Setup works as expected when using a service principal with same permissions to subscription, in same tenant, with config like below:

{
  "tenantId": "d481b**REDACTED**d1a50",
  "subscriptionId": "9c3bd**REDACTED**669fa",
  "resourceGroup": "**REDACTED**",
  "aadClientId": "3c1c2**REDACTED**2e93b",
  "aadClientSecret": "**REDACTED**"
}

Anything else we need to know?:

We've got basic connectivity to the internal IP

~ $ hostname
external-dns-79784f8fc5-vh8ph
~ $ nc 169.254.169.254 80

HTTP/1.1 400 Bad Request
Content-Type: text/plain; charset=utf-8
Connection: close

Environment:

1stewart commented 2 years ago

Nevermind, got it working. I was missing the basic aad-pod-identity stuff (binding label, identity, identitybinding) since I assumed the config in azure.json was sufficient. I could see the same error on the nmi pod, so after reviewing: https://github.com/kubernetes-sigs/external-dns/issues/1456, and the required steps for an MSI in https://azure.github.io/aad-pod-identity/docs/demo/standard_walkthrough/, it works as expected.

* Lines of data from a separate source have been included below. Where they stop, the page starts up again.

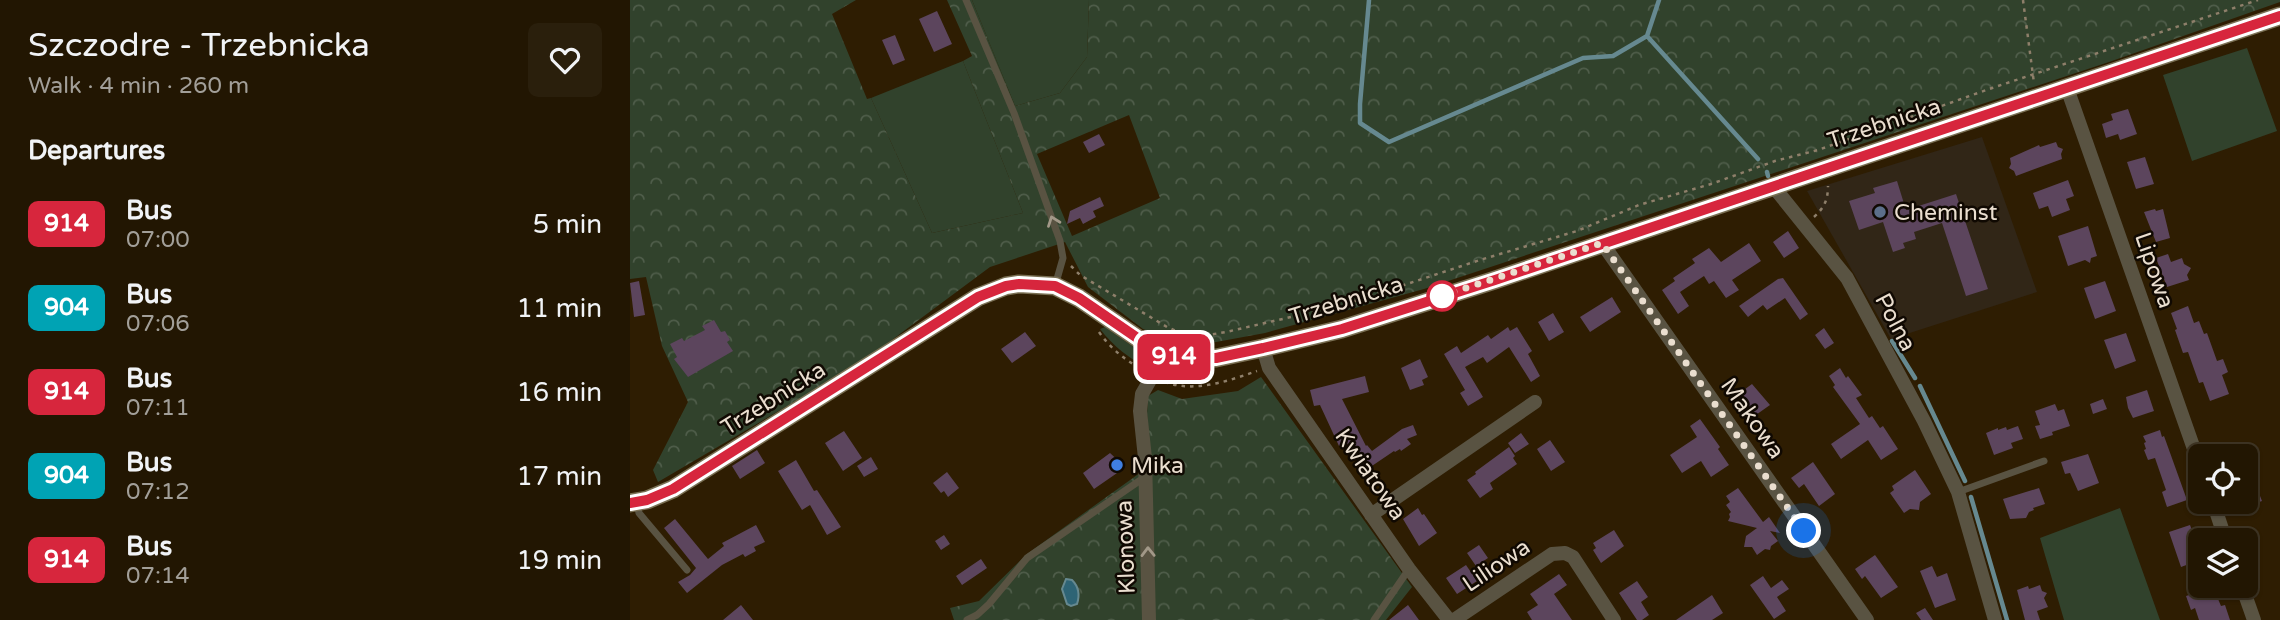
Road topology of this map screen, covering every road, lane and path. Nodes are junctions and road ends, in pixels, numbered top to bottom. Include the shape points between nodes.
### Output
1 (966, 0) edge
2 (2023, 0) edge
3 (2258, 0) edge
4 (2280, 16) edge
5 (2032, 76) junction
6 (2067, 88) junction
7 (2037, 98) junction
8 (1818, 150) junction
9 (1825, 168) junction
10 (1773, 186) junction
11 (1804, 224) junction
12 (1602, 243) junction
13 (1067, 264) dead end
14 (1055, 286) junction
15 (1095, 327) dead end
16 (1263, 348) junction
17 (1165, 354) junction
18 (1269, 368) junction
19 (1152, 375) junction
20 (1535, 402) dead end
21 (2192, 444) edge
22 (2044, 461) dead end
23 (1145, 477) junction
24 (1958, 492) junction
25 (633, 503) edge
26 (1371, 515) junction
27 (1409, 569) junction
28 (687, 570) dead end
29 (2247, 598) edge
30 (967, 620) edge
31 (1149, 620) edge
32 (1374, 620) edge
33 (1452, 620) edge
34 (1614, 620) edge
35 (1867, 620) edge
36 (1995, 620) edge
37 (2255, 620) edge

14 -> 1 lane via 1063,258 1060,241 1014,113
2 - 5 path
3 - 5 path
4 - 6 street, Trzebnicka
5 - 7 path
5 - 8 path
6 - 7 street, Trzebnicka
6 - 21 street, Lipowa
7 - 9 street, Trzebnicka
8 - 9 path
8 - 13 path via 1639,205 1577,231 1362,300 1208,335 1183,334 1167,327
9 - 10 street, Trzebnicka
9 - 11 path via 1828,195 1820,211
10 - 11 street, Polna
10 - 12 street, Trzebnicka
11 - 24 street, Polna via 1847,278
12 - 16 street, Trzebnicka via 1367,321
12 - 35 street, Makowa
14 - 17 street, Trzebnicka
14 - 25 street, Trzebnicka via 1019,284 978,297 673,489
15 - 19 path via 1128,362
16 - 17 street, Trzebnicka via 1202,359
16 - 18 street, Kwiatowa
17 - 19 street, Klonowa
18 - 19 path via 1205,386 1179,386
18 - 26 street, Kwiatowa
19 - 23 street, Klonowa via 1140,411
20 - 26 street
22 - 24 lane
23 - 30 lane via 1027,558 989,604
31 -> 23 street, Klonowa
24 - 36 street, Polna
25 - 28 lane
26 - 27 street, Kwiatowa
27 - 32 lane
27 - 33 street, Kwiatowa
29 - 37 street
33 - 34 street, Liliowa via 1552,554 1565,553 1573,557

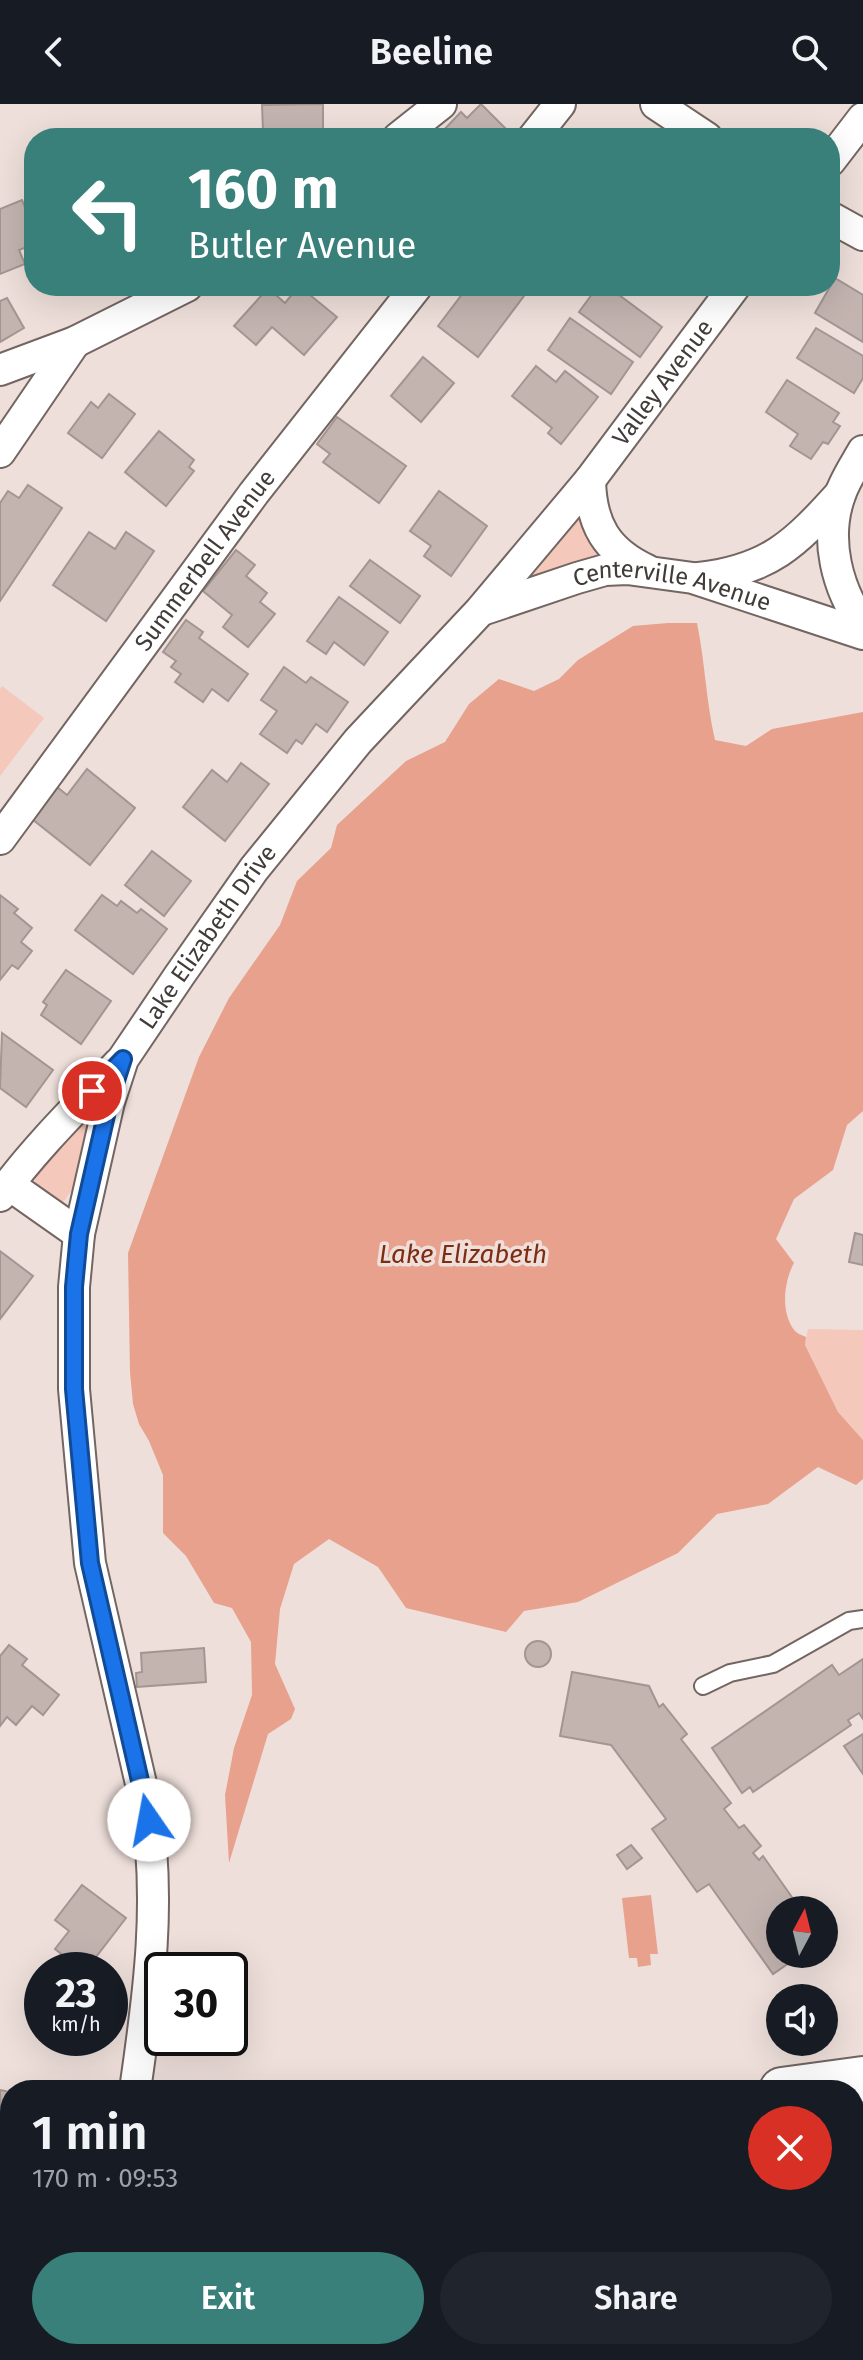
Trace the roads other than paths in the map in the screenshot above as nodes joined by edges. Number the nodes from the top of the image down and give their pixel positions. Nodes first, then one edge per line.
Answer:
1 (441, 104) edge
2 (560, 104) edge
3 (656, 104) edge
4 (863, 118) edge
5 (411, 128) edge
6 (541, 128) edge
7 (692, 128) edge
8 (840, 148) edge
9 (840, 222) edge
10 (863, 235) edge
11 (167, 296) edge
12 (409, 296) edge
13 (728, 296) edge
14 (75, 342) junction
15 (0, 370) edge
16 (863, 451) edge
17 (0, 452) edge
18 (590, 480) junction
19 (840, 494) junction
20 (648, 571) junction
21 (693, 578) junction
22 (480, 611) junction
23 (863, 625) edge
24 (863, 634) edge
25 (0, 839) edge
26 (123, 1059) junction
27 (6, 1178) edge
28 (79, 1234) junction
29 (863, 1619) edge
30 (703, 1686) dead end
31 (136, 2080) edge

1 - 5 street
2 - 6 street
3 - 7 street
4 - 8 street
9 - 10 street
11 - 14 street
12 - 25 street, Summerbell Avenue
13 - 18 street, Valley Avenue
14 - 15 street
14 - 17 street
16 - 19 street
18 - 20 street
18 - 22 street, Valley Avenue
19 - 21 street
19 - 23 street
20 - 21 street, Centerville Avenue
20 - 22 street, Centerville Avenue
21 - 24 street, Centerville Avenue
22 - 26 street, Lake Elizabeth Drive
26 - 27 street
26 - 28 street, Lake Elizabeth Drive
27 - 28 street
28 - 31 street, Lake Elizabeth Drive
29 - 30 lane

Is this an issue with the documentation (https://github.com/kubernetes-sigs/external-dns/blob/master/docs/tutorials/azure.md) missing the aad-pod-identity parts (there's no label in the deployment example), or would those examples work on newer AKS versions/via the extension, which perhaps could be made clearer in the guide how to verify the environment is suitable.